:: What the exercise asks ::
In the records below, which lines include "using"? Copy them.

:: Supplied material ::
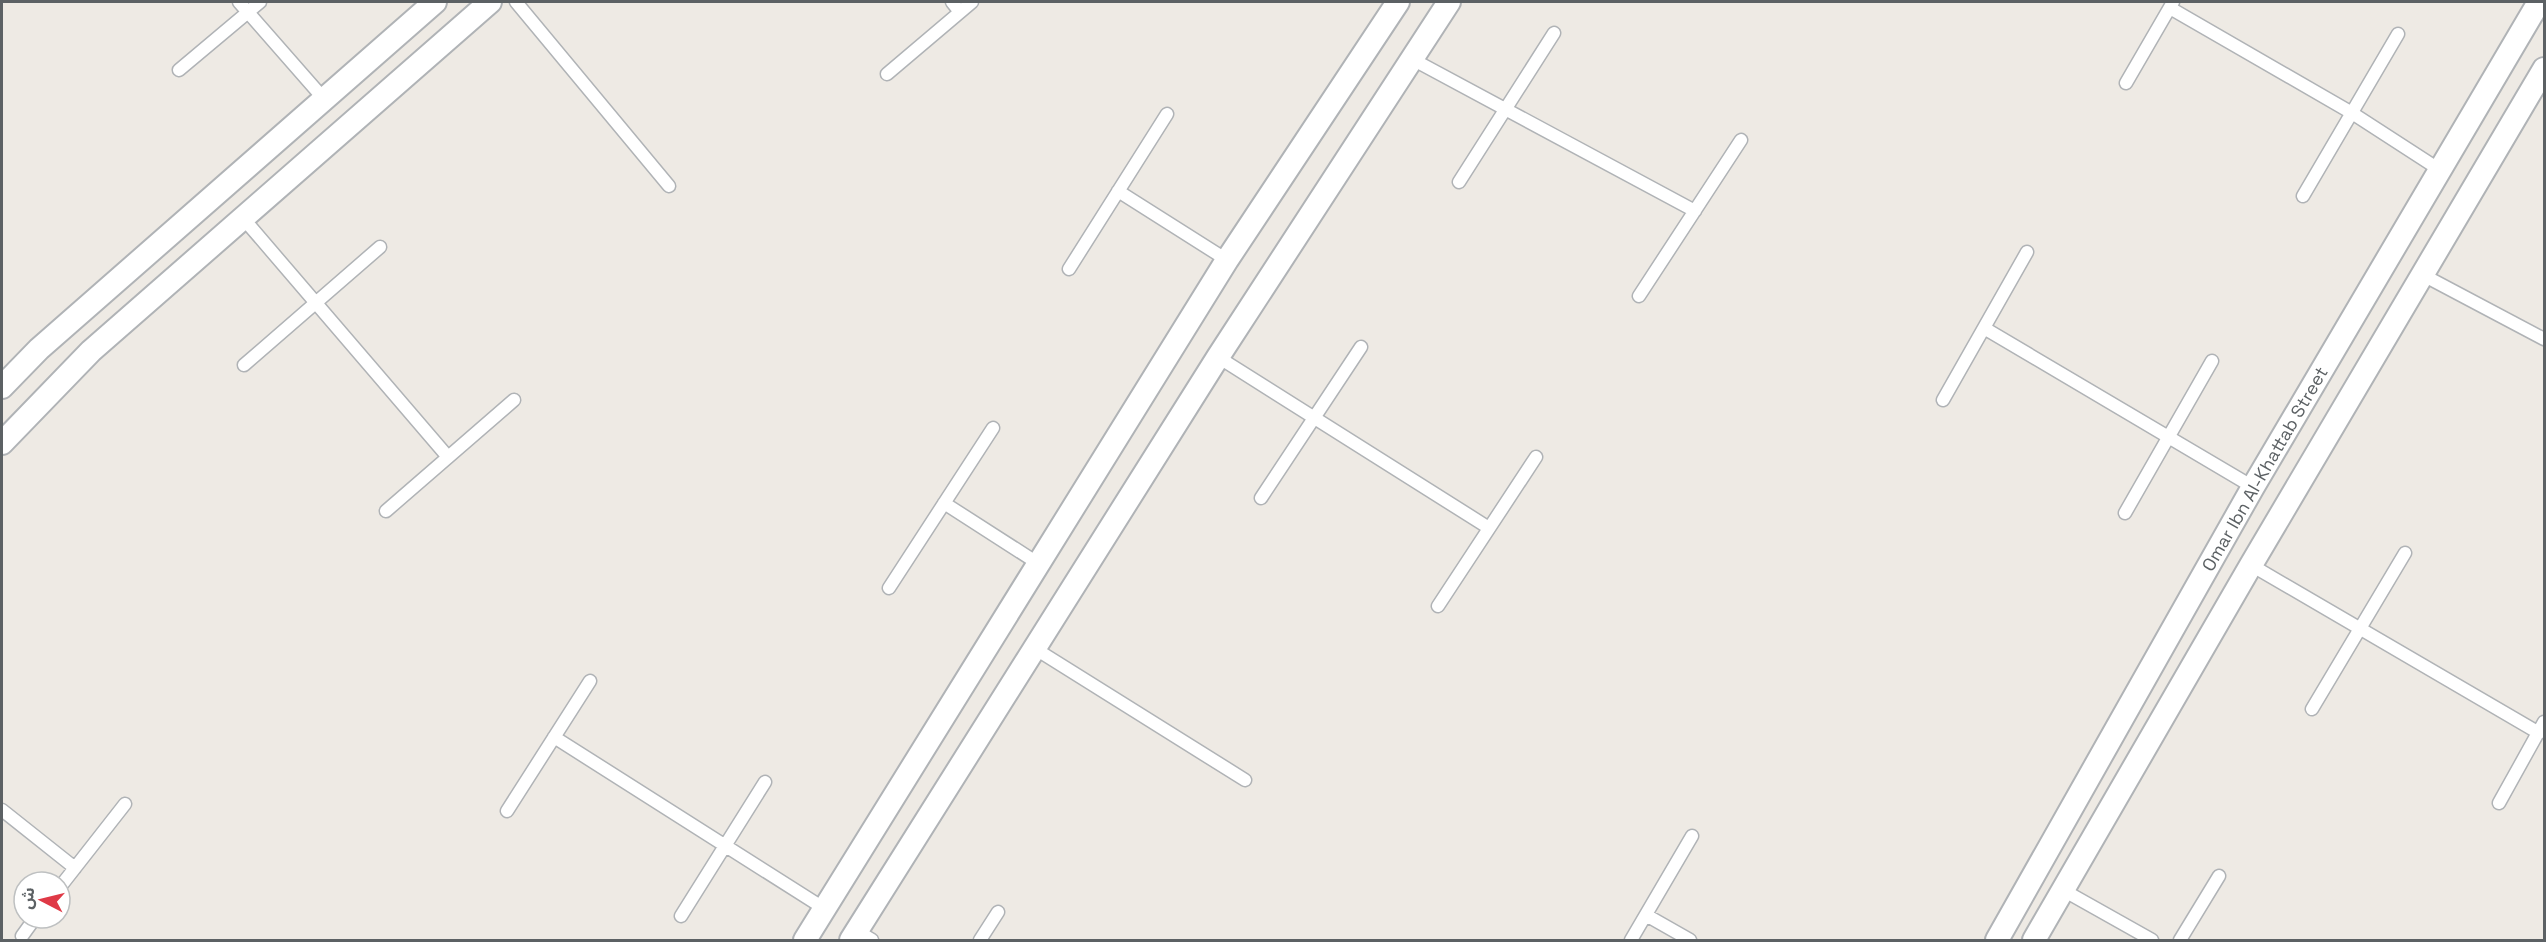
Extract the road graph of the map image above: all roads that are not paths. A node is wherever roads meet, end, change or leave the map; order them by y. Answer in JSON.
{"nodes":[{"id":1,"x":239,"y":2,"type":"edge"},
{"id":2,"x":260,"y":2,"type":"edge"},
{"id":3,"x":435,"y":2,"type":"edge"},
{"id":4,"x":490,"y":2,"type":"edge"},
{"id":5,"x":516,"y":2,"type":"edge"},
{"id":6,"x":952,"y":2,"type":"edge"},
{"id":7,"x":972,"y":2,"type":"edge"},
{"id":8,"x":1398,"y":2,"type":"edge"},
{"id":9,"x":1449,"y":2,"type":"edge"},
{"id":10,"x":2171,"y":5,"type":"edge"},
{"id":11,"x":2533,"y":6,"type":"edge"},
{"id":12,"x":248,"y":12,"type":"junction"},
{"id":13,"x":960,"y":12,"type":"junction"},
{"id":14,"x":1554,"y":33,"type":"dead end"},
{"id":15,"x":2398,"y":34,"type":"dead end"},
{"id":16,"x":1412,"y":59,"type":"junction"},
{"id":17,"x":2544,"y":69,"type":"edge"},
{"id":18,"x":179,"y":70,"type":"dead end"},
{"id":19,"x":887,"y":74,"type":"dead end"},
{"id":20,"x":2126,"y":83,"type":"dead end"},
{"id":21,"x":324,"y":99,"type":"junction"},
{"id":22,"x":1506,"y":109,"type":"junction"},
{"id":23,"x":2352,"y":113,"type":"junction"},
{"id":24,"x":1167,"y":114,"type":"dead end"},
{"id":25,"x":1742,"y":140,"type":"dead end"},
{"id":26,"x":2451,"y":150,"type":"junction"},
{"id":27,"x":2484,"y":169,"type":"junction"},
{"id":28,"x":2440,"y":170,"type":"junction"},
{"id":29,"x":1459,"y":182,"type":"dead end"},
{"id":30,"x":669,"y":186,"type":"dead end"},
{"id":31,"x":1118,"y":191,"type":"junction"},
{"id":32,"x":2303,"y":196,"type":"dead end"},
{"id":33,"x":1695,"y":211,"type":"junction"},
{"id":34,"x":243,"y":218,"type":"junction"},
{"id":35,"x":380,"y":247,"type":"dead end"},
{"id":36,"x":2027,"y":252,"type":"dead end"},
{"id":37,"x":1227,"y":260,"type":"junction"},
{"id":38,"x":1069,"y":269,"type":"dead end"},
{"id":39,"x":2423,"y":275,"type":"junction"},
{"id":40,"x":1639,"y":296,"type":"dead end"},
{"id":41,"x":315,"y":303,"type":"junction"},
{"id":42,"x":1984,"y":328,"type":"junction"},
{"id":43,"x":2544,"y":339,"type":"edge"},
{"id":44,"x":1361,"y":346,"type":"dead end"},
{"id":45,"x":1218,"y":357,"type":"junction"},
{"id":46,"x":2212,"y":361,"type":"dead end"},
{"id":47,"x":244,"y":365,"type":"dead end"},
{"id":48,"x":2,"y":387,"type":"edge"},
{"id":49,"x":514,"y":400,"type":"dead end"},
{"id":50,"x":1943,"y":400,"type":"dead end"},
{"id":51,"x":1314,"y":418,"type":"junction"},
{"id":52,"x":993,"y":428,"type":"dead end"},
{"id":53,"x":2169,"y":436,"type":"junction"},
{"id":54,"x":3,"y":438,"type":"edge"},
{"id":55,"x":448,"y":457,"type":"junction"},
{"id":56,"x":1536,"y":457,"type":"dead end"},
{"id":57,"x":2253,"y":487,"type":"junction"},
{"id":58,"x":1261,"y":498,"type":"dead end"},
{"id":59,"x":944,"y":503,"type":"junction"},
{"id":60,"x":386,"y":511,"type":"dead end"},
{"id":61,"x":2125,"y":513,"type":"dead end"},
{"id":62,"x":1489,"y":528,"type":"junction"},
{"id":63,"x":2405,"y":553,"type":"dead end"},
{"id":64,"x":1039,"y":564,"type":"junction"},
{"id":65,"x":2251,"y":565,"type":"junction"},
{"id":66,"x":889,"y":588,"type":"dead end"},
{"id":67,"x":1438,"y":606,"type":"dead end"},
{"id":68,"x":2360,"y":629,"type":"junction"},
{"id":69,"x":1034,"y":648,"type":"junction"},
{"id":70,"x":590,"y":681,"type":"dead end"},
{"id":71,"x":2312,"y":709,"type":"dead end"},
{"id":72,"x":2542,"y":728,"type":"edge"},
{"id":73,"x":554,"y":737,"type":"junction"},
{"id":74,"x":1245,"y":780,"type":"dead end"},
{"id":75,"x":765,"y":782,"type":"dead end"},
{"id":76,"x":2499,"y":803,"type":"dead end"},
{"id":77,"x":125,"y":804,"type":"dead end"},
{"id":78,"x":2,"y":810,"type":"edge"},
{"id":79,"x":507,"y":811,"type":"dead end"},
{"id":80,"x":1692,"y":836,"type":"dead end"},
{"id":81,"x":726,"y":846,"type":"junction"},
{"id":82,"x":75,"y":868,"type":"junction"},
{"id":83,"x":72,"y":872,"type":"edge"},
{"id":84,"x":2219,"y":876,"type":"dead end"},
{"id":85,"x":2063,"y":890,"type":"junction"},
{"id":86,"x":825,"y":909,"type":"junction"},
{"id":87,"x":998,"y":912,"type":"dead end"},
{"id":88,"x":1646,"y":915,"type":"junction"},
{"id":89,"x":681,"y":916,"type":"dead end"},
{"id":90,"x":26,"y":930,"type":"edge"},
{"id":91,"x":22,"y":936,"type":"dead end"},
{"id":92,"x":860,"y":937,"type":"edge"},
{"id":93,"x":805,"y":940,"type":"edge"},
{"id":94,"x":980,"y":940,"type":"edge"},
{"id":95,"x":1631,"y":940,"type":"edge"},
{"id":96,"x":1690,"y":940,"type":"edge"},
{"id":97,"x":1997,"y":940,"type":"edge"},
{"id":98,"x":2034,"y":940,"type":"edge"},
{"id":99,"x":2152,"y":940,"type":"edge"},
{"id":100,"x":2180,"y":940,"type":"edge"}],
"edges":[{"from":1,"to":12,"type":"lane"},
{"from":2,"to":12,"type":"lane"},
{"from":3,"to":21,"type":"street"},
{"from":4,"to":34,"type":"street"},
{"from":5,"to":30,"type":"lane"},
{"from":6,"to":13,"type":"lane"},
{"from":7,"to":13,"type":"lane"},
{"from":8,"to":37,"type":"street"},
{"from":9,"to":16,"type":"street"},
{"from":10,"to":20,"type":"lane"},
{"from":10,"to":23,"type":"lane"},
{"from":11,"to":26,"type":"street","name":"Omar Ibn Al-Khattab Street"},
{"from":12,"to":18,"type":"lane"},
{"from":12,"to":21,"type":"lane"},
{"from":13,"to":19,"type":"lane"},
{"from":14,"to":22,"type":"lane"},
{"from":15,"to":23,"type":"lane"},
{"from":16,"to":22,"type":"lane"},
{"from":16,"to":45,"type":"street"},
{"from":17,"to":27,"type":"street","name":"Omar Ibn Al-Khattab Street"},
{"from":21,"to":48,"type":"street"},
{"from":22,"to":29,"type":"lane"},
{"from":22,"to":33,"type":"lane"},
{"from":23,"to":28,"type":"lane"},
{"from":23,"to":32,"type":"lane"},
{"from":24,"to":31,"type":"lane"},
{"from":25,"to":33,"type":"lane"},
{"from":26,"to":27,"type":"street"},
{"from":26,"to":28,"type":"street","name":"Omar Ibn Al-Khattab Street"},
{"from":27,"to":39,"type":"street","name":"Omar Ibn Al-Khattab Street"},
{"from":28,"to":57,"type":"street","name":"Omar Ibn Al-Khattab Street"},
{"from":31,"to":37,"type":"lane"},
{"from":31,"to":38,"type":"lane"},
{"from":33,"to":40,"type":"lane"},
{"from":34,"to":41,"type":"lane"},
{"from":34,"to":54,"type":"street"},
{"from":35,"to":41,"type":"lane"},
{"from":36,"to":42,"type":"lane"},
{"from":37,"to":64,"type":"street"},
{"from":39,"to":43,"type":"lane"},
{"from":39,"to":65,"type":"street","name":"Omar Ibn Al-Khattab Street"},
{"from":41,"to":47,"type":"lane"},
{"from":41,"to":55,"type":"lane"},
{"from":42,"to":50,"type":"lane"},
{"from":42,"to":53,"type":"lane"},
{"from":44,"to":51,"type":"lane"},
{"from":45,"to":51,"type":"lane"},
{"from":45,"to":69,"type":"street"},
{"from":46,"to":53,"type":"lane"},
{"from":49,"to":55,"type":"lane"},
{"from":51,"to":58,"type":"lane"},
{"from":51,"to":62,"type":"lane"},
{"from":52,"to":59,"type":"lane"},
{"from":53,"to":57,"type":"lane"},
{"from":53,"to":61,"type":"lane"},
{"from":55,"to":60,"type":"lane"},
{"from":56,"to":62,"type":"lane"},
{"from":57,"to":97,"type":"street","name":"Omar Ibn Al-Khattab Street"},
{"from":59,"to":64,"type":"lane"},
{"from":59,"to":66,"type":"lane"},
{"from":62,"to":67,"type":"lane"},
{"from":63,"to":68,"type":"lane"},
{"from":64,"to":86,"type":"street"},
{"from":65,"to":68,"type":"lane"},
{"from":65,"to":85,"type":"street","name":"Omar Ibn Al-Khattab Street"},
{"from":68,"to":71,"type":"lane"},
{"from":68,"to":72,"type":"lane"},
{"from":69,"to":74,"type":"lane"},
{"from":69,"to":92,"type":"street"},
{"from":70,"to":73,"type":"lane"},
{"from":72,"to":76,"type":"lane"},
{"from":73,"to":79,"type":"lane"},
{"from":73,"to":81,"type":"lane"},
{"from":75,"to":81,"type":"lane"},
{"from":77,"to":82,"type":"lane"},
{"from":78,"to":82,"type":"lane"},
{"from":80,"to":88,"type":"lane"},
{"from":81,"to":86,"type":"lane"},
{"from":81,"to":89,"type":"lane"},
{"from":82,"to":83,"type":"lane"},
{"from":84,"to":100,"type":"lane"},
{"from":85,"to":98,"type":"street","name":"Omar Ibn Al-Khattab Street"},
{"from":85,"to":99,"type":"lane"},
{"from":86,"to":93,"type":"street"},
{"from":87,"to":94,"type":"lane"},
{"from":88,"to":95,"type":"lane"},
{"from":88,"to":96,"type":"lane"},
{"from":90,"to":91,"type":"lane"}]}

* * *

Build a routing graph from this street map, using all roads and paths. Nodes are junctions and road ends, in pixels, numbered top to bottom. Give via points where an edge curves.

* * *

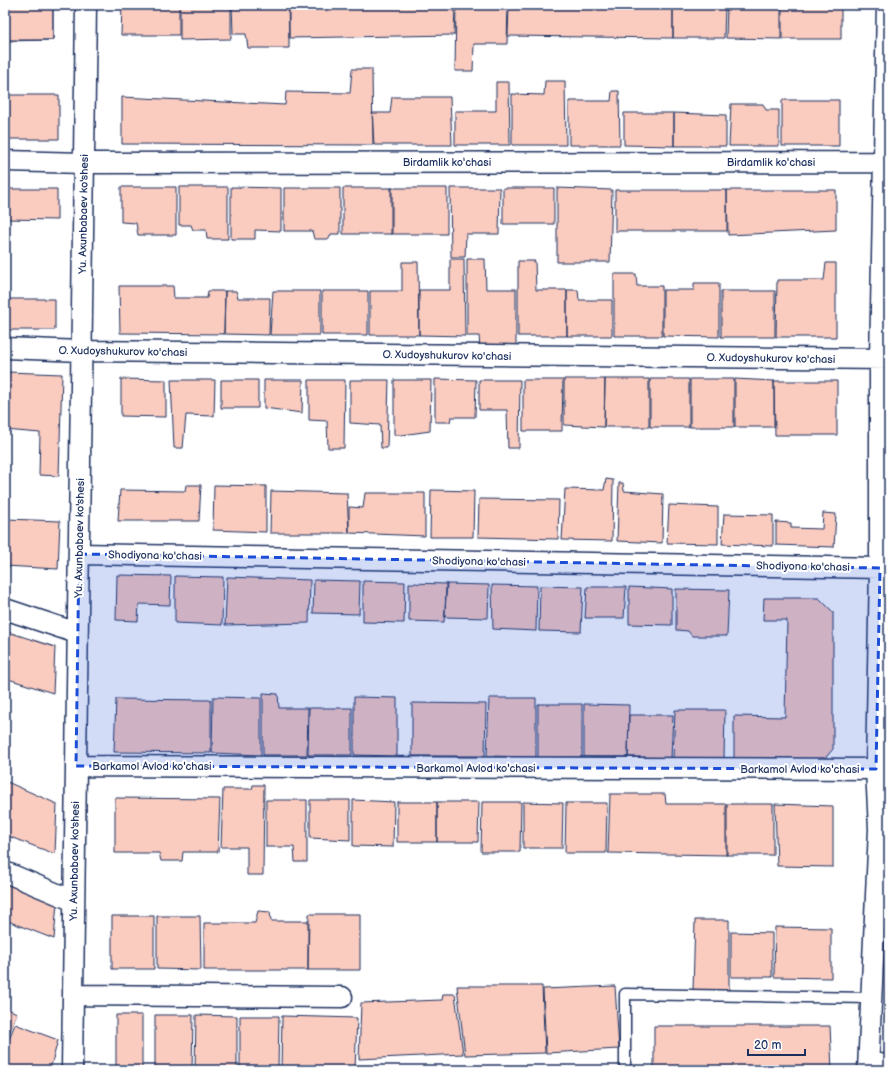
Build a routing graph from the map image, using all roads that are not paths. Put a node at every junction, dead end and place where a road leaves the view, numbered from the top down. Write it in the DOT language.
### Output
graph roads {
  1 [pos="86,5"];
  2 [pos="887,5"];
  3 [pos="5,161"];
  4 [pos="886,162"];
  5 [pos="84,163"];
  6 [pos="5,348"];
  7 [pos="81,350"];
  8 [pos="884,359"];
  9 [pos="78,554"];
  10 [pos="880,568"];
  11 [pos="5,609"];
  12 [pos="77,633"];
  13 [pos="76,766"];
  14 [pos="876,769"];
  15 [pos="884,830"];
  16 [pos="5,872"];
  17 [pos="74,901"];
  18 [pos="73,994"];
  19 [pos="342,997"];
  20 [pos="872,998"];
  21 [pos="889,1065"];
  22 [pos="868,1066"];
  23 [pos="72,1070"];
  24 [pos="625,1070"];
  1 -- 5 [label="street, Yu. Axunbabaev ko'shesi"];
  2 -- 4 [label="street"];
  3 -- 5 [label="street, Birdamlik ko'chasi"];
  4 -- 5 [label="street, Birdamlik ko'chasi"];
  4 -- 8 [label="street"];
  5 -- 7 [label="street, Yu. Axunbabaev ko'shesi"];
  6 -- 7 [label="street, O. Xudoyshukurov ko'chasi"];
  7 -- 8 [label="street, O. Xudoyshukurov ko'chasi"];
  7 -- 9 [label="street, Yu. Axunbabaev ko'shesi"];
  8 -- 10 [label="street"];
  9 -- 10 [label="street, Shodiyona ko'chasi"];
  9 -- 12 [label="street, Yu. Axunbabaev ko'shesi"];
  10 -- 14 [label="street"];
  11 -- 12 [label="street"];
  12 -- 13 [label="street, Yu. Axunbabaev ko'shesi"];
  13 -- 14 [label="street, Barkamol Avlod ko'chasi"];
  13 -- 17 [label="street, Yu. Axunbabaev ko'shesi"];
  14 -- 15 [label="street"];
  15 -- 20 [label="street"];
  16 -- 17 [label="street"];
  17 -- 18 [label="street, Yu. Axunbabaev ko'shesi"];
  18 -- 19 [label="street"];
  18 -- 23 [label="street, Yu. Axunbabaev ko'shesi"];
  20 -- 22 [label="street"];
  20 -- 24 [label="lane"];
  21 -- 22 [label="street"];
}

:: Expected answer ::
Build a routing graph from this street map, using all roads and paths. Nodes are junctions and road ends, in pixels, numbered top to bottom. Give via points where an edge curves.
Build a routing graph from the map image, using all roads that are not paths. Put a node at every junction, dead end and place where a road leaves the view, numbered from the top down. Write it in the DOT language.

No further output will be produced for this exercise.